Maximum residue limits (MRLs)
The MRL is the maximum amount of a chemical that is permitted to be present in produce when it is sold for consumption. The Australian MRL for bifenthrin in apples is 0.05mg/kg, whilst the MRL for pears is set much higher at 0.5mg/kg.
The large difference between the two MRLs is linked to their registered uses. Bifenthrin is only registered for use on apples during the blossoming period, unlike pears, which are treated while bearing fruit.
As the majority of bifenthrin products are Schedule 6 Poisons, they can be used off-label in Victoria provided that:
- the maximum label rate is not exceeded;
- the label frequency is not exceeded; and
- all specific label statements (e.g. DO NOT statements) are complied with.
However, when deciding to use a chemical off-label, you must evaluate risks associated with the proposed use, in particular, the potential for unacceptable chemical residues to occur. As the MRL for bifenthrin in apples is so low, any off-label use is likely to result in unacceptable chemical residues.
See Off-label Chemical Use in Victoria for a more detailed explanation of the permitted off-label chemical uses in Victoria.
Remember, if you decide to use a chemical off-label, you as the user are responsible for any chemical residue and efficacy issues.

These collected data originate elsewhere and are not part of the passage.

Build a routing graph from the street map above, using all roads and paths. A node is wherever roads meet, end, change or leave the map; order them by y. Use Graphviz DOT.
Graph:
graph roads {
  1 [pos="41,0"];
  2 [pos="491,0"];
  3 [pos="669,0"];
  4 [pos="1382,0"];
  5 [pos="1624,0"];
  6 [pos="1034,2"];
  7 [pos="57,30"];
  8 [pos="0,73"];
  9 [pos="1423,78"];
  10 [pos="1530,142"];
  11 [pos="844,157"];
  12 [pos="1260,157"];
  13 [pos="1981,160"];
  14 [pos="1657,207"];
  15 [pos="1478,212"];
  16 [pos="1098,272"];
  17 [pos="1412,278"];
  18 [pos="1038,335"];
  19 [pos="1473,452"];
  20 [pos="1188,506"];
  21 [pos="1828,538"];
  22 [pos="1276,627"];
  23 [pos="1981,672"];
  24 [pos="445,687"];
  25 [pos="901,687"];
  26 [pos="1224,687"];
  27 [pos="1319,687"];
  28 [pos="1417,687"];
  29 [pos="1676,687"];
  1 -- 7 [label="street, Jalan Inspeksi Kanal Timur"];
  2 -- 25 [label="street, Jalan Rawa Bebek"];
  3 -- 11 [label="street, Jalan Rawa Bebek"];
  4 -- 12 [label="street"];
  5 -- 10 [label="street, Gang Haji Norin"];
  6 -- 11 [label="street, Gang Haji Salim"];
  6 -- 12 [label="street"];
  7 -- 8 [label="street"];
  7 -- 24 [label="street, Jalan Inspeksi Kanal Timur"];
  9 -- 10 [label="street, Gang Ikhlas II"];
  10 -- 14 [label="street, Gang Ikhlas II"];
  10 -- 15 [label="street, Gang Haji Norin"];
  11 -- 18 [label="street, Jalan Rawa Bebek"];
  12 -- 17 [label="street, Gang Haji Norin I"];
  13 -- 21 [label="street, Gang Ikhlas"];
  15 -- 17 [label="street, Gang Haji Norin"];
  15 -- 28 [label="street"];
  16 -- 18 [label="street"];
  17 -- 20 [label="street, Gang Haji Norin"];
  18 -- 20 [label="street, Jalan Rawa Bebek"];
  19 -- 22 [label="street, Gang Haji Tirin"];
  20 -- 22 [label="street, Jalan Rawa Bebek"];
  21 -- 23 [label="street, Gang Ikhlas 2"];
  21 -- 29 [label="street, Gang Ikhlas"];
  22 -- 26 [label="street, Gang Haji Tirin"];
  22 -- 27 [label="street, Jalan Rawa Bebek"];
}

Inappropriate use of synthetic pyrethroids, such as bifenthrin, can lead to chemical resistance in the targeted pest species. This may have serious consequences, as bifenthrin and other Group 3A chemicals may become less effective, reducing the chemical control options available.
Contaminated Agricultural Produce Notices
Growers with apples containing bifenthrin residues above the MRL may be served with a Contaminated Agricultural Produce Notice by the department, which may prohibit the sale or movement of the produce until an acceptable residue status is achieved.
While this has obvious financial implications for growers, there are also consequences for packhouses and coolstore operators storing the produce. As a consequence of storing the fruit, coolstores and packhouses may be served with a Contaminated Agricultural Produce Notice, which may require them to store the fruit for longer than anticipated. If they have taken ownership of the fruit, then those operators may bear any associated financial impact.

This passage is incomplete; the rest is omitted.